5. If the retry counter reaches a predefined limit, the system stops retrying, and the request remains unresolved.
(we don't care about having places ot not, it's only a matter of authorization, we don't care about notifying clients, it's someelse problem)
how is the client notified of the authorization result?
it's in the internal system to which we send the requests (It's a third-party software).
so essentially, someone elses problem, right?
yes right
nice
okay, yeah then what we said above works. Prefer messaging over polling, especially if its high throughput, but you will still need polling, in case the service is restarted etc
okay so it's introducing an in-memory pub/sub message but keeping the pooling to activate in case of emergencies right ?
yeah, at a lower rate
or you just schedule a poll to run after system startup
I see, I love the idea of schedling after startup, I've never thought of it this way
@Pobiega in zero-mq it's in-memory but it uses sockets 🤔 ?
it has several modes
iirc it can run entirely in process, but can also run using named pipes etc
I see, thank you
Sounds like something you could just use Hangfire for
Hangfire, Coravel, Quartz could all do it
Oh I didn't know that I can do it with Quartz !

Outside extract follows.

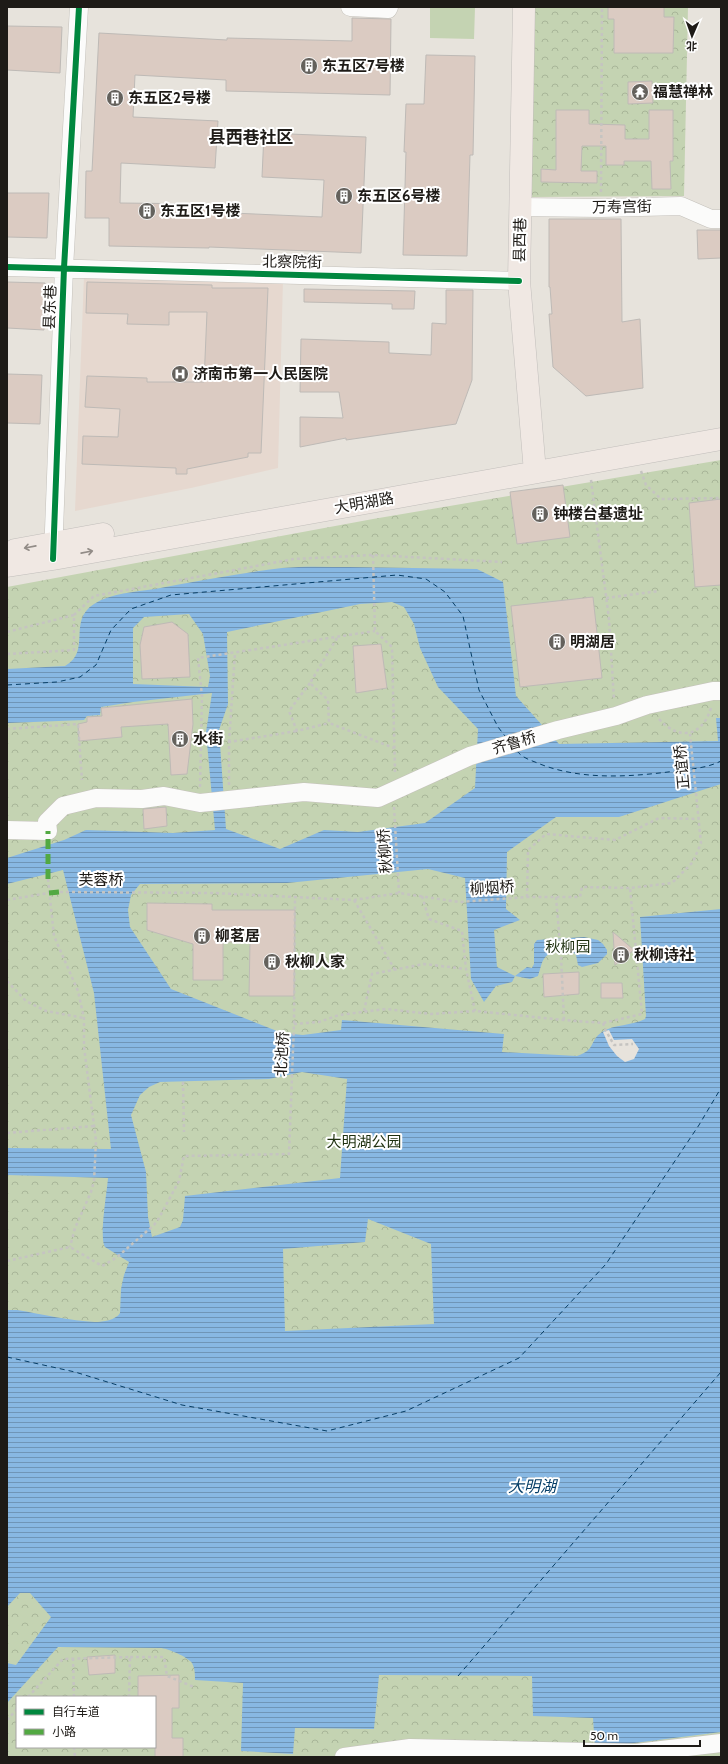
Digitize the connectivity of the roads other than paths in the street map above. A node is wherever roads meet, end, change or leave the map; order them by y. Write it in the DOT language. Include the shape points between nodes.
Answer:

@reacher 🫠 : : : : : : : 🔮🔮 just for my understanding, why did you say that kafka has no place here, what are the arguments behind ?
@Pobiega I am a little bit confused because as far as I know Quartz is not a pub-sub system
There's no need for that kind of complexity, this is really basic stuff
@reacher 🫠 : : : : : : : 🔮🔮 In what cases would kafka make more sense according to you ?

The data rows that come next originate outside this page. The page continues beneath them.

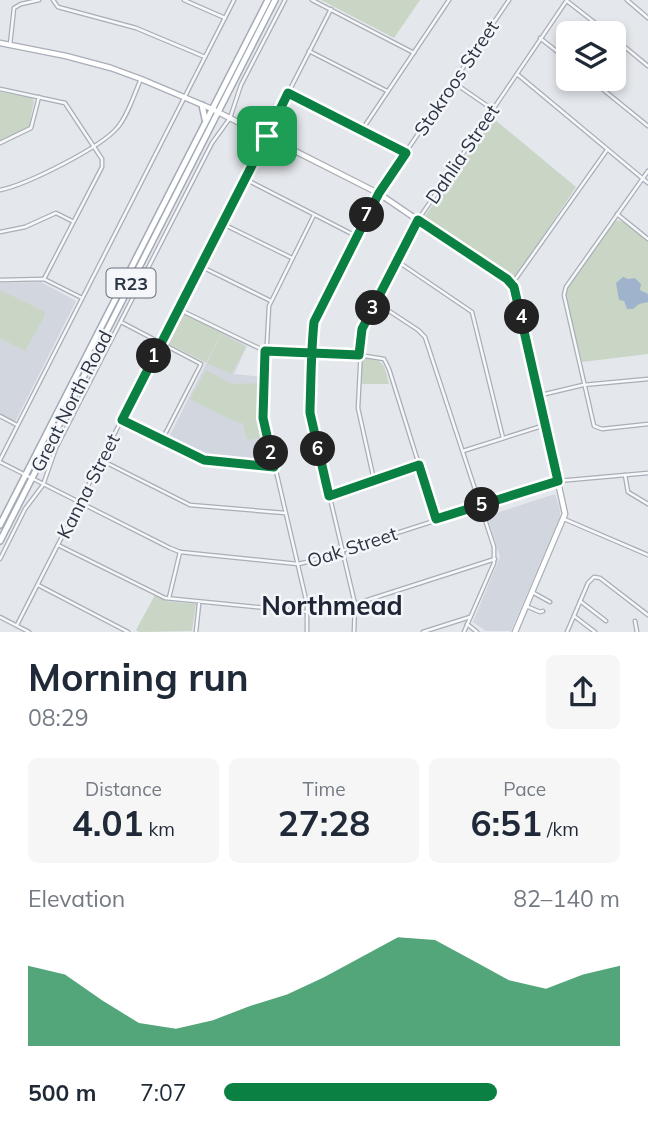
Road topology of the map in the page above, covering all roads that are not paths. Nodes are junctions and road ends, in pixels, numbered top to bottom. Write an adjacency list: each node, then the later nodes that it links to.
1 (39, 0): 19 (street)
2 (53, 0): 24 (street)
3 (184, 0): 14 (street)
4 (234, 0): 14 (street)
5 (268, 0): 37 (main road, Great North Road / R23)
6 (275, 0): 37 (main road, Great North Road / R23)
7 (285, 0): 38 (street)
8 (312, 0): 13 (street)
9 (449, 0): 23 (street)
10 (509, 0): 28 (street, Stokroos Street)
11 (626, 0): 15 (street)
12 (568, 1): 16 (street); 17 (street, Dahlia Street)
13 (331, 9): 21 (street, Kanna Street); 23 (street)
14 (225, 18): 24 (street)
15 (648, 18)
16 (593, 21)
17 (540, 38): 22 (street); 26 (street, Dahlia Street)
18 (0, 43): 19 (street)
19 (10, 45): 27 (street)
20 (626, 48): 25 (street)
21 (309, 51): 31 (street); 32 (street, Kanna Street)
22 (556, 51)
23 (414, 53): 31 (street)
24 (205, 57): 34 (street)
25 (648, 65)
26 (517, 74): 36 (street, Dahlia Street); 45 (street)
27 (141, 79): 34 (street); 44 (street)
28 (453, 82): 36 (street); 46 (street, Stokroos Street)
29 (0, 89): 33 (street)
30 (605, 91): 40 (street)
31 (388, 92): 41 (street)
32 (288, 93): 41 (street); 42 (street, Kanna Street)
33 (39, 97): 43 (street); 44 (street)
34 (185, 98): 35 (street); 68 (street)
35 (202, 105): 37 (street); 39 (main road)
36 (492, 110): 55 (street, Dahlia Street)
37 (215, 111): 38 (street); 39 (main road, Great North Road / R23); 61 (main road, Great North Road / R23)
38 (230, 118): 42 (street); 72 (street)
39 (204, 126): 61 (main road, Great North Road / R23)
40 (648, 126)
41 (362, 130): 46 (street)
42 (267, 136): 49 (street, Kanna Street); 52 (street)
43 (0, 143)
44 (94, 145): 51 (street); 56 (street)
45 (607, 149): 48 (street); 67 (street)
46 (406, 153): 52 (street, Stokroos Street)
47 (648, 171): 48 (street)
48 (643, 178): 50 (street); 53 (street)
49 (245, 179): 54 (street); 57 (street, Kanna Street)
50 (648, 183)
51 (0, 190)
52 (379, 193): 55 (street); 59 (street, Stokroos Street)
53 (617, 214): 60 (street); 78 (street)
54 (314, 215): 59 (street); 62 (street)
55 (418, 220): 63 (street, Dahlia Street); 67 (street)
56 (74, 221): 58 (street); 66 (street)
57 (222, 223): 62 (street); 64 (street, Kanna Street)
58 (0, 232)
59 (356, 236): 75 (street, Stokroos Street)
60 (648, 239)
61 (146, 247): 94 (main road, Great North Road / R23)
62 (292, 258): 69 (street)
63 (397, 261): 70 (street, Dahlia Street); 85 (street)
64 (200, 266): 69 (street); 71 (street, Kanna Street)
65 (0, 279): 66 (street)
66 (44, 279): 68 (street)
67 (512, 284): 79 (street)
68 (82, 298): 83 (street)
69 (271, 301): 74 (street)
70 (376, 302): 76 (street, Dahlia Street); 87 (street)
71 (178, 309): 73 (street, Kanna Street); 74 (street)
72 (121, 322): 73 (street); 97 (street)
73 (160, 344): 81 (street, Kanna Street); 86 (street)
74 (265, 351): 75 (street); 91 (street)
75 (312, 354): 76 (street); 98 (street, Stokroos Street)
76 (359, 355): 90 (street); 95 (street, Dahlia Street)
77 (648, 379): 78 (street)
78 (583, 385): 79 (street); 82 (street)
79 (539, 395): 84 (street)
80 (0, 416): 83 (street)
81 (122, 420): 86 (street); 88 (street, Kanna Street)
82 (648, 424)
83 (17, 425): 89 (street)
84 (545, 425): 85 (street); 96 (street)
85 (503, 438): 87 (street)
86 (162, 440): 91 (street)
87 (463, 451): 101 (street)
88 (101, 460): 99 (street, Kanna Street); 102 (street)
89 (0, 461): 94 (street, Oak Street)
90 (419, 465): 95 (street); 103 (street)
91 (274, 467): 102 (street)
92 (648, 472): 93 (street, Oak Street)
93 (625, 475): 96 (street, Oak Street); 100 (street)
94 (28, 477): 97 (street, Oak Street); 105 (main road, Great North Road / R23); 106 (main road, Great North Road / R23)
95 (374, 480): 98 (street)
96 (558, 481): 101 (street, Oak Street); 104 (street)
97 (43, 485): 99 (street, Oak Street); 111 (street)
98 (329, 496): 108 (street, Stokroos Street)
99 (79, 503): 107 (street, Kanna Street); 109 (street, Oak Street)
100 (648, 504)
101 (480, 505): 103 (street, Oak Street); 112 (street)
102 (285, 513): 113 (street)
103 (436, 519): 108 (street, Oak Street)
104 (564, 519): 110 (street); 115 (street)
105 (0, 525)
106 (0, 541)
107 (58, 545): 114 (street, Kanna Street); 116 (street)
108 (342, 551): 113 (street, Oak Street); 120 (street, Stokroos Street)
109 (180, 552): 113 (street, Oak Street); 116 (street)
110 (648, 555)
111 (0, 559)
112 (495, 559): 120 (street); 127 (street)
113 (298, 564): 123 (street)
114 (38, 585): 131 (street, Kanna Street); 134 (street)
115 (532, 592): 119 (street); 121 (street)
116 (169, 598): 118 (street)
117 (580, 601): 124 (street); 125 (street); 128 (street)
118 (199, 602): 123 (street); 132 (street)
119 (550, 602)
120 (355, 604): 136 (street, Stokroos Street)
121 (526, 606): 122 (street); 140 (street)
122 (543, 611)
123 (308, 612): 135 (street)
124 (648, 615)
125 (574, 616): 141 (street); 142 (street)
126 (0, 617): 131 (street)
127 (470, 617): 130 (street); 137 (street)
128 (606, 621)
129 (635, 621): 143 (street)
130 (467, 624): 138 (street); 139 (street)
131 (17, 625): 133 (street)
132 (197, 631)
133 (29, 632)
134 (128, 632)
135 (307, 632)
136 (354, 632)
137 (424, 632)
138 (464, 632)
139 (477, 632)
140 (515, 632)
141 (567, 632)
142 (595, 632)
143 (637, 632)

When you have a lot of separate services that need to communicate
Not for something this simple
@reacher will having kafka solve any performance issues here ? If the requests frequency becomes higher for example
Only of you move to a multiple worker setup
Yeah the only way that's going to make a difference is if you have multiple workers, but also before you go in that direction you need to know what the bottlenecks actually are. Having multiple workers to send more requests to a single other API isn't going to solve the fact that the bottleneck is that other API
None of this is magic, adding extra junk on top of something that has real limitations isn't going to do anything about those limitations unless you understand what those limitations are and solve them appropriately
@reacher I see, that's waht I am saying. Here the main aim is to desynchronize POST requests and procesing needed for each request. The desynchronization can be perfectly done using an in-process tool, no need for kafka whatsoever. The lead dev is not convinced :/
What are the lead dev's concerns or arguments for his preferred way?